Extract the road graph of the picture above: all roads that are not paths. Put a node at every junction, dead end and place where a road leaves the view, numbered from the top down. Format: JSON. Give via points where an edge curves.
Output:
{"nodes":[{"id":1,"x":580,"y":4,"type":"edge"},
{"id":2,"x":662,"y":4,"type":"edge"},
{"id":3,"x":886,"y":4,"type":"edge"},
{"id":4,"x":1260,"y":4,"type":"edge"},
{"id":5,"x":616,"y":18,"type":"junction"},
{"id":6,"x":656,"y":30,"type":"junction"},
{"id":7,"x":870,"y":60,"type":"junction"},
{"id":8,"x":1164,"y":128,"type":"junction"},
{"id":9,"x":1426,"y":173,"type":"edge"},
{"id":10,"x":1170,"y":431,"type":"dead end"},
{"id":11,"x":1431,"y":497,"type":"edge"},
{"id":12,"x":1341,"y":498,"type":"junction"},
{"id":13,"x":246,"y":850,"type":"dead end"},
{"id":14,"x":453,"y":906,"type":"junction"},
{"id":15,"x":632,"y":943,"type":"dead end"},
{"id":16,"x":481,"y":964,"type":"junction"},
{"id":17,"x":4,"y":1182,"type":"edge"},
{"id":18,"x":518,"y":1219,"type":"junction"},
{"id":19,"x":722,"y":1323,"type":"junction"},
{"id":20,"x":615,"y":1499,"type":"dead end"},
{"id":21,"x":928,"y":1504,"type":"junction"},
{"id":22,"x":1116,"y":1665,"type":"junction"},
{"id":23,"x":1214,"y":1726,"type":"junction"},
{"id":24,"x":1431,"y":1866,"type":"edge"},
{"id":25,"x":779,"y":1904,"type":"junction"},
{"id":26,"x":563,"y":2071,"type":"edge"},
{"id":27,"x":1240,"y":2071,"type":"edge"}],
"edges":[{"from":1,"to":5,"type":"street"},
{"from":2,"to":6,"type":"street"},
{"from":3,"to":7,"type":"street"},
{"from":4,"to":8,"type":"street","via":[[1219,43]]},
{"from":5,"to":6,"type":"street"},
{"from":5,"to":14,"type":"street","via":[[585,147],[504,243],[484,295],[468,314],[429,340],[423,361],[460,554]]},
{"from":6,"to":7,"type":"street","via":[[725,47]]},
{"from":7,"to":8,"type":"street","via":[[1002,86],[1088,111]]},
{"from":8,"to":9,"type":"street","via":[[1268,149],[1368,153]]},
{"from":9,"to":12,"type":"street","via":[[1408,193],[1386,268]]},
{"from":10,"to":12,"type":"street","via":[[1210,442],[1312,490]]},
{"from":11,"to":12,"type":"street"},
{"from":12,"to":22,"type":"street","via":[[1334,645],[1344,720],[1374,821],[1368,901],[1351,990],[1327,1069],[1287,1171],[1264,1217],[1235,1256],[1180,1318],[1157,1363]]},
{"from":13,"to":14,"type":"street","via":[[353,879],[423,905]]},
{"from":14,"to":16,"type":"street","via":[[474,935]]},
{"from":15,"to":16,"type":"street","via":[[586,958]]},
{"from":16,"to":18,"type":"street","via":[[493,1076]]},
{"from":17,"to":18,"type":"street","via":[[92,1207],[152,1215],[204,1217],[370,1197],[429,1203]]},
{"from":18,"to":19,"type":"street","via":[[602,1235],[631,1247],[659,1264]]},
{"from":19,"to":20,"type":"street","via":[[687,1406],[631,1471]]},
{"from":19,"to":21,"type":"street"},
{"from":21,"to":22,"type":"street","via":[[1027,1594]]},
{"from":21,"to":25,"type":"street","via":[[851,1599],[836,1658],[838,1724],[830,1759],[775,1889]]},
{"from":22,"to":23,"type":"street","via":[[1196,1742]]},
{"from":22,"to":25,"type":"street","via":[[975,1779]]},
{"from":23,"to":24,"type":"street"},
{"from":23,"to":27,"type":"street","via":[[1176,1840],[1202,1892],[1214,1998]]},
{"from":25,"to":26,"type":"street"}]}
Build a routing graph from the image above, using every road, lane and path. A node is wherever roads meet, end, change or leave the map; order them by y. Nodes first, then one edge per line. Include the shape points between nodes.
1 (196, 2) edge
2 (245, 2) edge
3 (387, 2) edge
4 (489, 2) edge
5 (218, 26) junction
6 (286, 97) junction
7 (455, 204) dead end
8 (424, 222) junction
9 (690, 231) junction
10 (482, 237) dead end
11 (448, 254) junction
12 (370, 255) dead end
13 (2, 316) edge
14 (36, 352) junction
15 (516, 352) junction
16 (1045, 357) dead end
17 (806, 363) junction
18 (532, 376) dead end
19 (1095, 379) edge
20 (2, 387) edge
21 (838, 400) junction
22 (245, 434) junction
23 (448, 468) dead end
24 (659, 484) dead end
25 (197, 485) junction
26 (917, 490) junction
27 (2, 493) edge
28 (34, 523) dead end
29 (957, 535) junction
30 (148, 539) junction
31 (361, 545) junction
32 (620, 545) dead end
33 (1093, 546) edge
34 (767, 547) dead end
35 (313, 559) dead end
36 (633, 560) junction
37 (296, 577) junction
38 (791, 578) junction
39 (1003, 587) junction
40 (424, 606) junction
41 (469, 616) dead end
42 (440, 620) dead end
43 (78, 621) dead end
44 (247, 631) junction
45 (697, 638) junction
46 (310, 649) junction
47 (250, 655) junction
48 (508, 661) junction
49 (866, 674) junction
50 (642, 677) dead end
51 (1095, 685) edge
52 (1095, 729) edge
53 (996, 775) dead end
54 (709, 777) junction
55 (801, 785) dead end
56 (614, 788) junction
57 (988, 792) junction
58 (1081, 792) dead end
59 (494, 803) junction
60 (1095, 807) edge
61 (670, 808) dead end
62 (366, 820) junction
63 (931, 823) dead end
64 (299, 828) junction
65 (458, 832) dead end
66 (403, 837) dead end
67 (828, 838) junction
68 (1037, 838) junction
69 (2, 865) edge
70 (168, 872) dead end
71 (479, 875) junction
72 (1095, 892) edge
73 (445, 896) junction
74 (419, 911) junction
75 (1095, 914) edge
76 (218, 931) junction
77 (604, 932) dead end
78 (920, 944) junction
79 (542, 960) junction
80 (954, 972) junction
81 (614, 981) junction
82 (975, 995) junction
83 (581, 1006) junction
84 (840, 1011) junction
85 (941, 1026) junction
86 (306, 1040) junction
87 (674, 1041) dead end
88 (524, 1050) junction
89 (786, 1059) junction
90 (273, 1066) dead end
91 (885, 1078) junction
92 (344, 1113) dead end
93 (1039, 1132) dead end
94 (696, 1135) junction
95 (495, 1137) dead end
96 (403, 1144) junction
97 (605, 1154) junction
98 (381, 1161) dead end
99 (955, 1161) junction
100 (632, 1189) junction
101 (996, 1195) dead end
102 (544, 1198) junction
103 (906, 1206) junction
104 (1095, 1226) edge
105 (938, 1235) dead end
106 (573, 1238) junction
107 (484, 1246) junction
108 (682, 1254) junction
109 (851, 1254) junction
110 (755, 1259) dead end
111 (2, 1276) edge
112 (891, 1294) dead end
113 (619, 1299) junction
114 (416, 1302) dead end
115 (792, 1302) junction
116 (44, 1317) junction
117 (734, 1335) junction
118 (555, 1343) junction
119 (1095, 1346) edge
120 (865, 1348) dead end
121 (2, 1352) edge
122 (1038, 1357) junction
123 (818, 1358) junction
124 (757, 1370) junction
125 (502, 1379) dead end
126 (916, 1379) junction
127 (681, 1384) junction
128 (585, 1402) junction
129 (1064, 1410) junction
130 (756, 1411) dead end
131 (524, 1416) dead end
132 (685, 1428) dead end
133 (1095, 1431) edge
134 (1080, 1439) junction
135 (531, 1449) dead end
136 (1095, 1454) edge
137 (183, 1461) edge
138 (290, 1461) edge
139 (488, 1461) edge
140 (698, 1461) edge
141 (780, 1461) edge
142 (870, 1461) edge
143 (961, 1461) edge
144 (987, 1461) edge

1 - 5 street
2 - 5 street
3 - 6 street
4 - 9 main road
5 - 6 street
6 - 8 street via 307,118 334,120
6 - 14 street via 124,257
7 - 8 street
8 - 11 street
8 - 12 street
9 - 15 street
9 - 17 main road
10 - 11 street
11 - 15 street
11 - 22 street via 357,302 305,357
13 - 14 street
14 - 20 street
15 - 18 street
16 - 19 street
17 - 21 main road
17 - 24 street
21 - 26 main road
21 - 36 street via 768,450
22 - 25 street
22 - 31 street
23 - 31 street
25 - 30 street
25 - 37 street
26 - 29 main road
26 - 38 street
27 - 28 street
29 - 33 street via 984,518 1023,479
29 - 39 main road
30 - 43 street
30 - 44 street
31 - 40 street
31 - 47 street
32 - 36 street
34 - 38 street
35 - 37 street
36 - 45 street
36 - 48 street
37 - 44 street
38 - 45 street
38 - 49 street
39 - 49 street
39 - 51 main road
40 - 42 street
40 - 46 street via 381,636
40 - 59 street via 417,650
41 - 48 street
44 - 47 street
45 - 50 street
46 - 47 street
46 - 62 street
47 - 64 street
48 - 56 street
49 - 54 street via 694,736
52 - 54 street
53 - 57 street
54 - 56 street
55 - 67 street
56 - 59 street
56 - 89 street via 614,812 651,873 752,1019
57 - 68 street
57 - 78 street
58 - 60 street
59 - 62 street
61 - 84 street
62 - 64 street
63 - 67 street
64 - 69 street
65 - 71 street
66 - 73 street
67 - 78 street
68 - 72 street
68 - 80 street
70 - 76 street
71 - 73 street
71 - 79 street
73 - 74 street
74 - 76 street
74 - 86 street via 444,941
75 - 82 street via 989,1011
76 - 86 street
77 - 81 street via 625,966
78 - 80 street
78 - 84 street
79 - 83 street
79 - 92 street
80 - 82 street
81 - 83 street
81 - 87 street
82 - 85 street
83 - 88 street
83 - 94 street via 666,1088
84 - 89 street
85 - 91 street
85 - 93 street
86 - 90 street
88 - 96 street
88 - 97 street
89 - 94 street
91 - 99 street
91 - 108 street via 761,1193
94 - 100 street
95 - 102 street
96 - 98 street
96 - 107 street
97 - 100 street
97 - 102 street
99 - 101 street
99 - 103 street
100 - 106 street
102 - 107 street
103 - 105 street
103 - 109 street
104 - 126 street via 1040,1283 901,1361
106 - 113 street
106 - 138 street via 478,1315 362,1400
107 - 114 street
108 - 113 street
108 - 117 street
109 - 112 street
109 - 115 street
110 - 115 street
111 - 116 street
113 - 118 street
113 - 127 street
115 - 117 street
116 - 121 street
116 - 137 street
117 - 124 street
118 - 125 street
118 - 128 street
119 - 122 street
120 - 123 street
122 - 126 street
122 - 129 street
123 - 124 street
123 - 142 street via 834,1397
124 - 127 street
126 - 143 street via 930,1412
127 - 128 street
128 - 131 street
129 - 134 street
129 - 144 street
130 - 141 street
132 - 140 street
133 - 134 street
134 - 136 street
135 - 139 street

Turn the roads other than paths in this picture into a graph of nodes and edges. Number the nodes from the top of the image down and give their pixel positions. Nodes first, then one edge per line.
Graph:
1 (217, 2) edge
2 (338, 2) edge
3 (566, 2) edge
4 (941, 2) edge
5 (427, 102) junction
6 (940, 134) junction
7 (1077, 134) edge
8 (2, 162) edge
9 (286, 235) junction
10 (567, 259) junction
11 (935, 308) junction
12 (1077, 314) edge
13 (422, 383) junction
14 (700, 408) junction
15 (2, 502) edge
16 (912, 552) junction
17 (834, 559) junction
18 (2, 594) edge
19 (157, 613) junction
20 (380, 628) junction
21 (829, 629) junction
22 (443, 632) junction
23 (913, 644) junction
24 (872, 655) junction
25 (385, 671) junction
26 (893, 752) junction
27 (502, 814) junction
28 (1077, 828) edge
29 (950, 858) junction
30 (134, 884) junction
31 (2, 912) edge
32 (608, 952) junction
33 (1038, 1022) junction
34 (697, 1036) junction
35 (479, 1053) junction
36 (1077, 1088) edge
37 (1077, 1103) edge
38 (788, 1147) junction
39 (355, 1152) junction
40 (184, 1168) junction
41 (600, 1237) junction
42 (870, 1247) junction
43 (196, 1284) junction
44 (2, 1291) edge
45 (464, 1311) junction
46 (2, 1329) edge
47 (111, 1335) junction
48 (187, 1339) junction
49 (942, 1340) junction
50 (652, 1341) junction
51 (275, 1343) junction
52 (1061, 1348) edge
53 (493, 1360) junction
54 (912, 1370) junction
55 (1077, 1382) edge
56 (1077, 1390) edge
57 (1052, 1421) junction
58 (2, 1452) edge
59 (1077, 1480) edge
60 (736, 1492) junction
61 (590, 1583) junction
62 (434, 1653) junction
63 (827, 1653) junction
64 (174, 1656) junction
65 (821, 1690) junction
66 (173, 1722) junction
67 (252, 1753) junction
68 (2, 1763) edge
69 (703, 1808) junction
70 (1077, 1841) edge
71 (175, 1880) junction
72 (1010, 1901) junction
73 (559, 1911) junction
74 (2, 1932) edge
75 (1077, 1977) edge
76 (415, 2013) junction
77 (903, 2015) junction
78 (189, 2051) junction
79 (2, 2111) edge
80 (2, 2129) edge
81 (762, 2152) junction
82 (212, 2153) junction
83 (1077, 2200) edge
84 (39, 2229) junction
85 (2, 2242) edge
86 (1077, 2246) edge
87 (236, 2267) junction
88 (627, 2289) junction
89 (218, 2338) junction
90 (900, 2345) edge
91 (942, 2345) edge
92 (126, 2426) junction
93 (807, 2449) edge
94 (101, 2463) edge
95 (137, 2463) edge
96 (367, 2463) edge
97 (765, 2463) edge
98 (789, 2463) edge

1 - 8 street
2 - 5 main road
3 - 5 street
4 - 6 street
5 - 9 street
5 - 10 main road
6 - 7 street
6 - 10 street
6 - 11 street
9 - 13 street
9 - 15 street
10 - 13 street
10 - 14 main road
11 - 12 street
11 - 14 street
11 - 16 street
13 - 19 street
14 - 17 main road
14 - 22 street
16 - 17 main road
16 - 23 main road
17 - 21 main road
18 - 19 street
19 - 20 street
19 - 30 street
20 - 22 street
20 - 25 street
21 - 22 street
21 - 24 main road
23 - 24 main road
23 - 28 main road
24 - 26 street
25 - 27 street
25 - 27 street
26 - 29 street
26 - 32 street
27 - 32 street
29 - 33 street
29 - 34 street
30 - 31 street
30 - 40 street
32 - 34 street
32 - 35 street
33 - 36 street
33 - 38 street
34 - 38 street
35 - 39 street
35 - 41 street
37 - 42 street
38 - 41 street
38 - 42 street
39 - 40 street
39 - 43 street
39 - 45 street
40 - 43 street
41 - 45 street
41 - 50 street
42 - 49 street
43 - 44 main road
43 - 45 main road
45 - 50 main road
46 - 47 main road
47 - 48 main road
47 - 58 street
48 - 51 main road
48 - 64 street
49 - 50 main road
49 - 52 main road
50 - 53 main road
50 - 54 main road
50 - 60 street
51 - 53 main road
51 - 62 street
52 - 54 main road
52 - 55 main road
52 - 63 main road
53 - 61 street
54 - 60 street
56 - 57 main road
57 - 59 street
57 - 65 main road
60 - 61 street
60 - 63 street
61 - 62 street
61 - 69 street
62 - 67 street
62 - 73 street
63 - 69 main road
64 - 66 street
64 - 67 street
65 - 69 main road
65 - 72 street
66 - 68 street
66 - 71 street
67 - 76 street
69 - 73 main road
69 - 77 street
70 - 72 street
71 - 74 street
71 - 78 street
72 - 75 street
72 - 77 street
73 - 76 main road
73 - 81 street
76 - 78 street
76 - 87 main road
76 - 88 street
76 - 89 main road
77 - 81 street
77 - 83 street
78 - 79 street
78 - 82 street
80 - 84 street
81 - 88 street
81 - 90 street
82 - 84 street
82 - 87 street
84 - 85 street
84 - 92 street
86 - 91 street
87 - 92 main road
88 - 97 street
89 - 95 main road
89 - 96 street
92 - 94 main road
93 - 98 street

-- -- --

Check each line of the entries for the word "picture". State how many lines hold it, and write nothing else.

2